Воспоминание отозвалось в ней ужасной болью, острой, жуткой, уже знакомой; но это было еще не все.
— Вы скажете присяжным об этом сами, миссис Пур?
Она ответила, что Эдмунд умер у ног Брудера.
— У него был вид убийцы?
Сняли и этот вопрос, после чего мистер Айвори продолжил:
— Следствие обнаружило отпечатки пальцев мистера Брудера на ручке киянки. Вы знали об этом, миссис Пур?

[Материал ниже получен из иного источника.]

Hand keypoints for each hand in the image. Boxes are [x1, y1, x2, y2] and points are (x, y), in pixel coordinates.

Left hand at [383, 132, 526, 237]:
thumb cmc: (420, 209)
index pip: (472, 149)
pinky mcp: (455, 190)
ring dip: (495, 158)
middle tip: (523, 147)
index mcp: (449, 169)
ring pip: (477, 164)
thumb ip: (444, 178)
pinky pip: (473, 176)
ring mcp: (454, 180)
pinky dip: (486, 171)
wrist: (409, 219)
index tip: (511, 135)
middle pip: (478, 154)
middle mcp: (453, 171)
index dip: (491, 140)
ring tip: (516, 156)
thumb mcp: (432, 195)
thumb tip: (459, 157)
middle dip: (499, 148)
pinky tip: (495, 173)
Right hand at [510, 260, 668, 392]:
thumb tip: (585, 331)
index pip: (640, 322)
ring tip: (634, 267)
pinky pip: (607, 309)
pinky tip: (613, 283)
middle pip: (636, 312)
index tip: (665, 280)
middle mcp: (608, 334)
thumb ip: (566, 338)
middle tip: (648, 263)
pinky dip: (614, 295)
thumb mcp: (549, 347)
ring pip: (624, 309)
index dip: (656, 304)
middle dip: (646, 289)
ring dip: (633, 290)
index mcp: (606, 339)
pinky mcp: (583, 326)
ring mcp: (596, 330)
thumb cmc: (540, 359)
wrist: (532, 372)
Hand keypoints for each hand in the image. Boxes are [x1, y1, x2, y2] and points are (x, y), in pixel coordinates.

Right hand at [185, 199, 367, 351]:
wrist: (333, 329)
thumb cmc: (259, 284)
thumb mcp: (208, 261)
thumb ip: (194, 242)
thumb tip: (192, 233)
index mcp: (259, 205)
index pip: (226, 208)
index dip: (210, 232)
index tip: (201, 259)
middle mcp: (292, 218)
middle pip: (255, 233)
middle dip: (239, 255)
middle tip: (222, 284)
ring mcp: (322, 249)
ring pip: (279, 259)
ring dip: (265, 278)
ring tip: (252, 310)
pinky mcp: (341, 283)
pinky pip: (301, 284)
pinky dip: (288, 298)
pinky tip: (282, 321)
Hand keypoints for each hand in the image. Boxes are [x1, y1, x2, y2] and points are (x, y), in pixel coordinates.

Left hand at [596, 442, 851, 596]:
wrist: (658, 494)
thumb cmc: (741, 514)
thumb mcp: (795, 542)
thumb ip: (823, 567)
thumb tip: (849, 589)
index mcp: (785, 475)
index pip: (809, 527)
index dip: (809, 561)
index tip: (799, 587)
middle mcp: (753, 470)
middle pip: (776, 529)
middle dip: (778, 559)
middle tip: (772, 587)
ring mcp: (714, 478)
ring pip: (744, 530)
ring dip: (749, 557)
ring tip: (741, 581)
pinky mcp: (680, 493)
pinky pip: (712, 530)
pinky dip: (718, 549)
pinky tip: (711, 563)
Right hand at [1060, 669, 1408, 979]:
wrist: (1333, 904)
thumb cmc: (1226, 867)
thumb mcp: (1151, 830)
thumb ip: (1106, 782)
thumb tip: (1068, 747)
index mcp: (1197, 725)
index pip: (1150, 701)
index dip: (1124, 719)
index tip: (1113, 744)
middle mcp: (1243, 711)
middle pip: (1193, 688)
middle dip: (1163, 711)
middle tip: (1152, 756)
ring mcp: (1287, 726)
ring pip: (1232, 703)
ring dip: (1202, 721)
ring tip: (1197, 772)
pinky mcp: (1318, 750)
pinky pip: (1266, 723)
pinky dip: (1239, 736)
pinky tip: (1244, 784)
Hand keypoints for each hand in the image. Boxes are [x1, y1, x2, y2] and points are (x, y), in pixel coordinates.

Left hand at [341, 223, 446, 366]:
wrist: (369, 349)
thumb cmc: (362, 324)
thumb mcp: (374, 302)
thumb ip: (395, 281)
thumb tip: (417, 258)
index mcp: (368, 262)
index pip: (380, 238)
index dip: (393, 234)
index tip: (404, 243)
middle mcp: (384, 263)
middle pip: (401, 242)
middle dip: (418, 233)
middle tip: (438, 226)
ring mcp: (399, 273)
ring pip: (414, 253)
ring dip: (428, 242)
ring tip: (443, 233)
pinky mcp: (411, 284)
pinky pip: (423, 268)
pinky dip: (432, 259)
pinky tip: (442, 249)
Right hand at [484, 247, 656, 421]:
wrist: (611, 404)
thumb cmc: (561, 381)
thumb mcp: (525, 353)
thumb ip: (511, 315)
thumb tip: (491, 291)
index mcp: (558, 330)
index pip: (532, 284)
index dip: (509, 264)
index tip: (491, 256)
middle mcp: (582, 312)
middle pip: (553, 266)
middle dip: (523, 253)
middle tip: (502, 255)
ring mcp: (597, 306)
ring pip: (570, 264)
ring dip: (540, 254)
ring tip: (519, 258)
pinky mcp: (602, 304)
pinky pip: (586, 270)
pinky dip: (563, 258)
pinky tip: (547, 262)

Линди не знала этого и задумалась, возможно ли такое. Может быть, мистер Айвори старается исказить показания, так же как он исказил правду о ее последнем разговоре с Эдмундом?
— Миссис Пур…
— Да.
— Мистер Брудер убил вашего брата?
— Не могу сказать. Я этого не видела.
— Но если бы вам нужно было объяснить все это, миссис Пур, разве вы не стали бы утверждать, что мистер Брудер виновен в убийстве вашего брата?
Она не ответила ни да ни нет и натолкнулась на тусклые взгляды присяжных, и эти взгляды сказали ей — все, дело решено, мы сдали его в архив, а архив заперли на замок.
— Миссис Пур… — повторил мистер Айвори.
Она смотрела на Брудера, но он больше не бросил на нее ни единого взгляда. Он уже не ждал помощи от Линды Стемп.
— Я не видела, как он это делал, — произнесла она, но было слишком поздно.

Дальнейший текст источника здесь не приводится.